The refreeze temperatures and performance of CMA and KAc (Cryotech CF7®), are addressed in the following excerpt from the Federal Highway Administration's Manual of Practice for an Effective Anti-icing Program: A Guide for Highway Winter Maintenance Personnel.

B.4 CMA and KAc (CF7)

The curve for CMA (Figure 17) was determined from different percent concentration solutions made by dissolving commercially available CMA supplied in a dry pellet form. The curve for KAc (CF7) was determined using a commercially available liquid form of KAc (CF7). The eutectic temperature for the CMA water system in Figure 17 is -27.5°C (-17.5°F) at a concentration of 32.5 percent. The eutectic for the KAc (CF7) - water system is -60°C (-76°F) at a concentration of 49 percent. The curves for the CMA and KAc (CF7) almost coincide with each other. Also, they have a much flatter slope than the other three curves. This is an important feature of both CMA and KAc (CF7) solutions. The refreeze temperature of CMA and KAc (CF7) solutions rises slower with dilution than do the refreeze temperatures of either NaCl, CaCl2, or MgCl2. This feature makes them well suited for being used in a liquid form during anti-icing treatments. This is especially true for their use in a liquid form for the pretreatment of bridge decks in anticipation of frosting, or localized icing conditions.

Figure 17

CMA Works Differently
When mixed with snow, CMA interferes with the ability of snow particles to adhere to each other or to the surface. It does not create a flowing brine like salt, but keeps the snow lighter and drier improving traction. Applied early in the storm, CMA prevents the formation of snow pack and the bonding of ice to the pavement surface, so snow and ice can be removed more easily by plow, broom or shovel.

CMA Has Residual Action
Because CMA does not produce a running brine, it does not move off the surface like other deicers. Therefore, fewer applications are needed during a storm and from storm to storm. Experience has shown that surfaces treated with CMA often exhibit anti-icing properties during subsequent periods of freezing moisture.

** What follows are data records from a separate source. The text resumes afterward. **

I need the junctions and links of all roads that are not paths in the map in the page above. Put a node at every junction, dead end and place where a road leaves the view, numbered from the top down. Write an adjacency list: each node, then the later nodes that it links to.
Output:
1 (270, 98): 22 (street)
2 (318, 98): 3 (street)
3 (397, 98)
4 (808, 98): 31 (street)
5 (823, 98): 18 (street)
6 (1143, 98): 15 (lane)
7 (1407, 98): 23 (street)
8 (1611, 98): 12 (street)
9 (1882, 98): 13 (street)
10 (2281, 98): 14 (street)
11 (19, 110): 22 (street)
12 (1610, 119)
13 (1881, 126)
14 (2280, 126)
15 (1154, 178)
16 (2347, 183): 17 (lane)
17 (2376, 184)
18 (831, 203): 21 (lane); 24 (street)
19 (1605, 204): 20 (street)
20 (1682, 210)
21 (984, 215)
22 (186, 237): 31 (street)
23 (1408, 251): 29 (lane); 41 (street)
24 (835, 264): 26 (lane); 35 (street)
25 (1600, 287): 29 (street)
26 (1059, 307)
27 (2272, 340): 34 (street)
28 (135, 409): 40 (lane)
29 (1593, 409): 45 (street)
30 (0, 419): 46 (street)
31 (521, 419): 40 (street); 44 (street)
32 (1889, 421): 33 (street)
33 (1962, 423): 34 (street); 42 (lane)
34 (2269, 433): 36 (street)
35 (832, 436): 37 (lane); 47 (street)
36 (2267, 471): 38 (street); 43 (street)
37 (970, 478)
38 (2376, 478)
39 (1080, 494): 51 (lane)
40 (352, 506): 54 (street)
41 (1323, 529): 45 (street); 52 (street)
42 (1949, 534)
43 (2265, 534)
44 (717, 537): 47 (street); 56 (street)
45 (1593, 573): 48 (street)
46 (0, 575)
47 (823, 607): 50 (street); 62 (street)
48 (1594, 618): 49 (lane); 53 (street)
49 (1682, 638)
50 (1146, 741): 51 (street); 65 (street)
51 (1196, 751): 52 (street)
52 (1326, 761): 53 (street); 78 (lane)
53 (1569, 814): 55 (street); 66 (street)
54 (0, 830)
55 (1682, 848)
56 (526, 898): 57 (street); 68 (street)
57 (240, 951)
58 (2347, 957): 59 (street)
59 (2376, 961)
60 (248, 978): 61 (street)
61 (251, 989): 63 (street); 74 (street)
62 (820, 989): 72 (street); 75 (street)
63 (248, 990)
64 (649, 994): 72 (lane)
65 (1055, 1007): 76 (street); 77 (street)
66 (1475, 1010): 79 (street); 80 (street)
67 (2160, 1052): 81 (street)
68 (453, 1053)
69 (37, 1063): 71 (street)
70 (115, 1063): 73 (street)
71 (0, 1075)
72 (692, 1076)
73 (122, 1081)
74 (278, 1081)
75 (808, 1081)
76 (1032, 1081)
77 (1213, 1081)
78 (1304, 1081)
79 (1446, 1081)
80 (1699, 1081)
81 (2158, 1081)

CMA Is Applied "Bottom Up"
Early application is the key to effective performance of all deicers, including CMA. At the beginning of a snow event, a heavier application of CMA may be appropriate depending on local conditions. Snow plows and the action of traffic will remove the snow - leaving a residual layer of CMA. Application rates may be decreased as the storm continues.